# Getting data directly from a website

By: Deborah Rose P. Buhion DATASCI S12

This notebook is based from [WebScraping.ipynb](https://github.com/brianehenyo/datapre-notebooks/blob/main/notebooks/02%20-%20Web%20Scraping.ipynb) 

Data is from [Bulbapedia's National Pokedex](https://bulbapedia.bulbagarden.net/wiki/List_of_Pok%C3%A9mon_by_National_Pok%C3%A9dex_number)

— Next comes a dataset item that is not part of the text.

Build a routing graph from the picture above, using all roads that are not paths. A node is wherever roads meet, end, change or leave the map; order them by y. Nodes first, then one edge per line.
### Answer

Note: This notebook is a template to extract data from one generation of Pokemon.

### Import `json` library

In [9]:
import json

### Import `requests` library

In [10]:
import requests

URL="https://bulbapedia.bulbagarden.net/wiki/List_of_Pok%C3%A9mon_by_National_Pok%C3%A9dex_number"

### Load the page

In [11]:
page=requests.get(URL)

### Parse HTML data

In [12]:
from bs4 import BeautifulSoup

soup = BeautifulSoup(page.content, 'html.parser')

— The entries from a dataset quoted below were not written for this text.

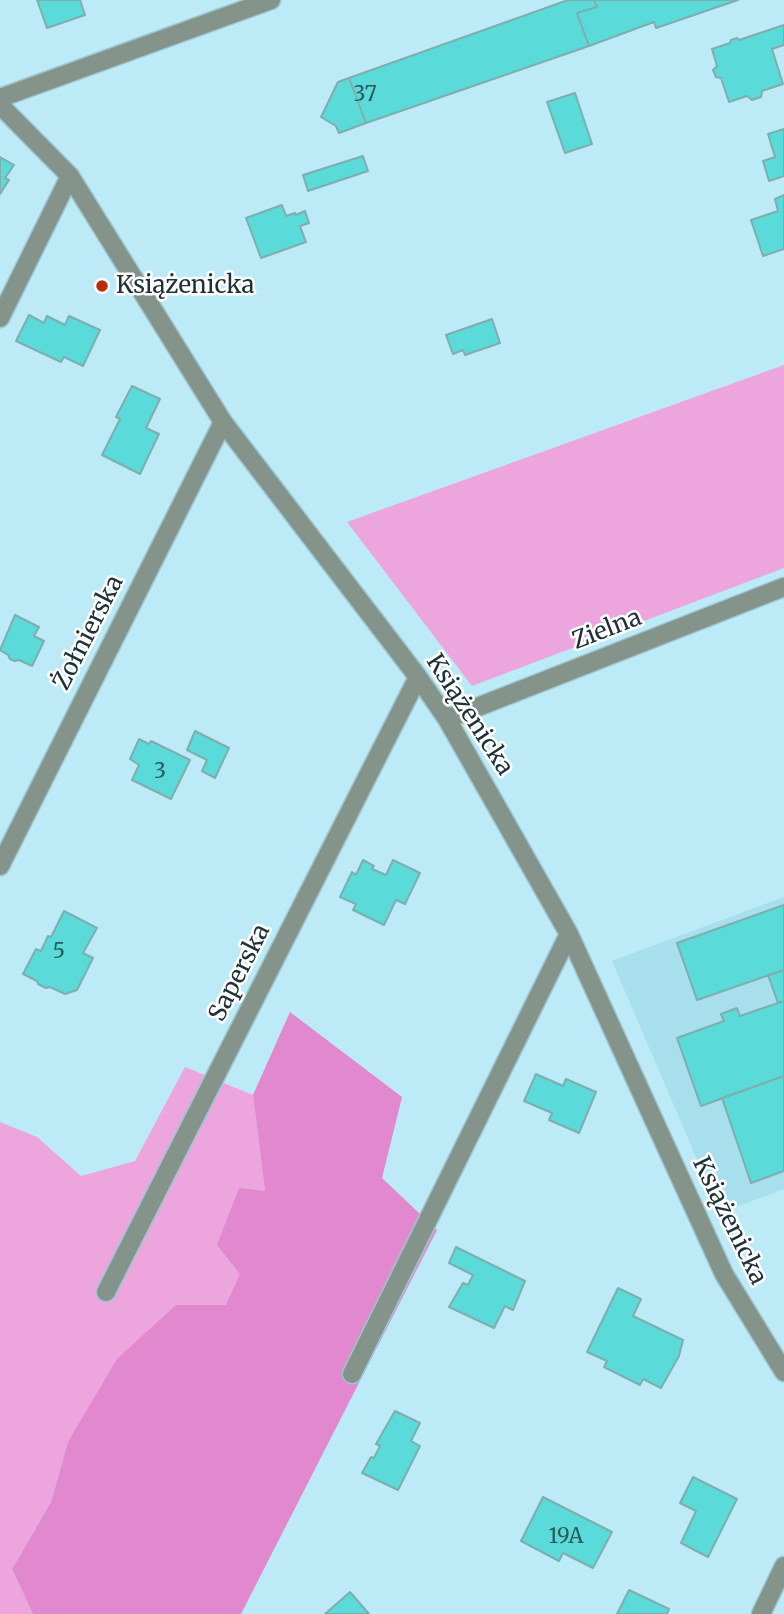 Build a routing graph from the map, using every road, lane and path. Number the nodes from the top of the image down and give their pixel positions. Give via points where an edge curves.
1 (271, 0) edge
2 (0, 98) edge
3 (0, 105) edge
4 (70, 176) junction
5 (0, 318) edge
6 (223, 422) junction
7 (784, 587) edge
8 (418, 677) junction
9 (447, 719) junction
10 (0, 866) edge
11 (569, 934) junction
12 (106, 1292) dead end
13 (784, 1372) edge
14 (352, 1374) dead end
15 (784, 1566) edge
16 (761, 1614) edge

1 - 2 street
3 - 4 street, Książenicka
4 - 5 street
4 - 6 street, Książenicka
6 - 8 street, Książenicka
6 - 10 street, Żołnierska
7 - 9 street, Zielna
8 - 9 street, Książenicka
8 - 12 street, Saperska
9 - 11 street, Książenicka
11 - 13 street, Książenicka via 724,1274
11 - 14 street
15 - 16 street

### Find all tables that contain Pokemon details

In [13]:
# Get main content <div>
poke_content=soup.find(id='mw-content-text')

# Get all <table> elements
poke_tables=poke_content.find_all('table')

### Get list of **X** Generation Pokemons

In [50]:
genX_list=poke_tables[8]

In [51]:
info_start=3

### Get all Gen **X** Pokemons

In [52]:
for i in range(info_start, len(genX_list.contents), 2):
    poke_info=genX_list.contents[i]
    kdex=poke_info.contents[1].text.strip()
    ndex=poke_info.contents[3].text.strip()
    name=poke_info.contents[7].text.strip()
    type1=poke_info.contents[9].text.strip()
    
    href=str(poke_info.contents[7])
    start = href.find('href="') + len('href="')
    end = href.find('" ')
    substring = href[start:end]
    link_start="https://bulbapedia.bulbagarden.net"
    link=link_start+substring
    
    if len(poke_info.contents) > 10:
        type2=poke_info.contents[11].text.strip()
        print(f'Pokemon {ndex} {name} is a {type1} & {type2} Pokemon. \nLearn more here: {link}')
    else:
        print(f'Pokemon {ndex} {name} is a {type1} Pokemon. \nLearn more here: {link}')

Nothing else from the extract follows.